A botinha que emplacou

Do maldoso apelido à consagração como o carro mais
barato, o Uno e sua família têm muita história para contar

Texto: Fabrício Samahá - Colaboração: Bob Sharp - Fotos: divulgação

Cabo Canaveral, Flórida, EUA. A atmosfera futurista do mais famoso local de lançamentos espaciais do mundo -- hoje Cabo Kennedy -- foi o palco escolhido pela Fiat italiana para apresentar à imprensa, em 20 de janeiro de 1983, seu primeiro automóvel mundial. De estilo igualmente avançado, o Uno vinha substituir o 127 e marcava um importante passo na história da Fabbrica Italiana de Automobili Torino, tanto na Europa quanto no Brasil.

Proposta inicial: o projeto 143 do Centro Stile Fiat, em 1978. Abaixo, em fase mais adiantada

Mais que necessário diante do envelhecimento de seu antecessor, lançado em 1971 e do qual havia sido desenvolvido o 147 brasileiro (leia história), o Uno chegava para combater a invasão japonesa em seu segmento de carros pequenos. O projeto começou no final dos anos 70 com dois estudos, o 143 e o 144 -- o primeiro desenhado pela equipe de Pier Giorgio Tronville, do Centro Stile Fiat, o segundo pela Italdesign de Giorgio Giugiaro.

O 144 era um projeto para a Lancia, marca de luxo do grupo, mas acabou aprovado pela Fiat, em dezembro de 1979, com a condição de que fosse rebaixado em 5 cm, alongado em 12 cm e tivesse o interior reformulado, com menos requinte. Isso originou o Tipo 146, simplificado para Tipo 1 -- uno, em italiano. Em meados de 1982 começava a produção em série, após quatro milhões de quilômetros rodados com protótipos.

O 144, proposta de Giugiaro para a Lancia, acabou sendo o escolhido. Nesta fase, no final de 1978, note a coluna larga ao estilo do VW Golf, também sua obra

As linhas do Uno eram modernas e aerodinâmicas, com o baixo coeficiente aerodinâmico de 0,34 -- na versão ES chegava a 0,33. Concorriam para esse resultado a frente em cunha, a traseira truncada (corte quase vertical, o que disciplina melhor o fluxo de ar na região), a ausência de calhas no teto, os vidros "à flor da pele", rentes à carroceria, e os pára-choques envolventes.

Entre os detalhes curiosos estavam as maçanetas embutidas (embora na versão de cinco portas fossem convencionais) e o limpador de pára-brisa com um único braço (que viria a ser o terror dos cobradores de pedágio...), mas de ampla área de varredura.
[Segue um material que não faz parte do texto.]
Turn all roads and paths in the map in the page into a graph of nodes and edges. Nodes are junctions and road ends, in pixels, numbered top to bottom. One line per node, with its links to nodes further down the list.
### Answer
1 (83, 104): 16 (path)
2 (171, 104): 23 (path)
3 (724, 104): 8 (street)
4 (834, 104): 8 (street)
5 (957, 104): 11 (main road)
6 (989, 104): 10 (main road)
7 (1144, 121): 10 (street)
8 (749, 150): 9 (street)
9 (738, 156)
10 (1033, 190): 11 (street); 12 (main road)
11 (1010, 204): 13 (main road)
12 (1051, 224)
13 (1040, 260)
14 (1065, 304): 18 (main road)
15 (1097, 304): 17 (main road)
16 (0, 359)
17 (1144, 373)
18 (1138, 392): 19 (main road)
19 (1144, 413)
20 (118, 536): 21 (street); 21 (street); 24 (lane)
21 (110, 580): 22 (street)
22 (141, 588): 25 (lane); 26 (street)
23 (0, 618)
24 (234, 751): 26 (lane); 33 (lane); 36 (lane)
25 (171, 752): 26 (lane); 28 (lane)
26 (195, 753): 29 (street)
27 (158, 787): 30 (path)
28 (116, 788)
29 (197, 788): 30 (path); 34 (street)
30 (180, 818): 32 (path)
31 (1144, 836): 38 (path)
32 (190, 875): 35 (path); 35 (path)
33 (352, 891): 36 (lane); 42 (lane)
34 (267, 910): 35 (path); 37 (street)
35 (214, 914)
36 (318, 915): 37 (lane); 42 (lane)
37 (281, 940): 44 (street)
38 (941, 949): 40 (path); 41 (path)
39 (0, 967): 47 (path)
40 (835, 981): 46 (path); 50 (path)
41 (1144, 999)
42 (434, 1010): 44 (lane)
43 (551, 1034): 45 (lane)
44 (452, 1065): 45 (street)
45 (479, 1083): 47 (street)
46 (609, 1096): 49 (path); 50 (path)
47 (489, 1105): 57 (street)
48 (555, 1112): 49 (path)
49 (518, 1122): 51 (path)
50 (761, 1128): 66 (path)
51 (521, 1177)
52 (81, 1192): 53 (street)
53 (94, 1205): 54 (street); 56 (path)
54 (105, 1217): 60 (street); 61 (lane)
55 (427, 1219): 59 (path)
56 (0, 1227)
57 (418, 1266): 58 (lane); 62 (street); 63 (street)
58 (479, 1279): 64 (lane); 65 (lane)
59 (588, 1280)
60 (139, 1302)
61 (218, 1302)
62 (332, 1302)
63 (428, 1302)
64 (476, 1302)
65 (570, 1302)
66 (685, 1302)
Curto (3,64 metros) e estreito (1,55 metro), era porém alto (1,43 metro). Isso permitia uma colocação elevada dos bancos, com reflexo no aproveitamento do espaço -- até hoje um de seus pontos fortes.

Em 1979, com o andamento dos estudos, as linhas quase definitivas do cinco-portas. Pequenas janelas traseiras melhoravam a visibilidade

No interior, moderno e funcional, destaque para os "satélites" do painel, conjuntos de comandos próximos ao volante, e o cinzeiro corrediço e removível -- para limpeza ou para os que não querem que se fume no carro. Os instrumentos incluíam um sistema de verificação que apontava defeitos ou irregularidades em diversas funções.

O porta-malas trazia o estepe e podia ser ampliado de 225 para 250 litros com alteração na inclinação do encosto do banco traseiro. Na Europa eram oferecidos motores de 903, 1.116 e 1.301 cm3, com potência de 45, 55 e 70 cv, na ordem. O primeiro era a antiga unidade de comando no bloco e virabrequim de três mancais, e o mais potente alcançava 165 km/h.

O modelo definitivo, em 1980: maçanetas embutidas, amplos vidros, um só limpador de pára-brisa e o formato que ganharia o apelido de "botinha ortopédica" no Brasil

Era um carrinho de conceito simples e moderno, com motor transversal, tração dianteira e suspensão McPherson com mola helicoidal à frente. Na traseira era usado eixo de torção, também com mola helicoidal. Eleito Carro do Ano na Europa no mesmo ano, logo ganhou novas versões. Já em maio vinha o motor a diesel de 1,3 litro e 45 cv; em outubro era apresentada a versão conceitual Uno-matic 70, com transmissão de variação contínua (CVT), que se tornaria disponível apenas em 1987 no Uno Selecta.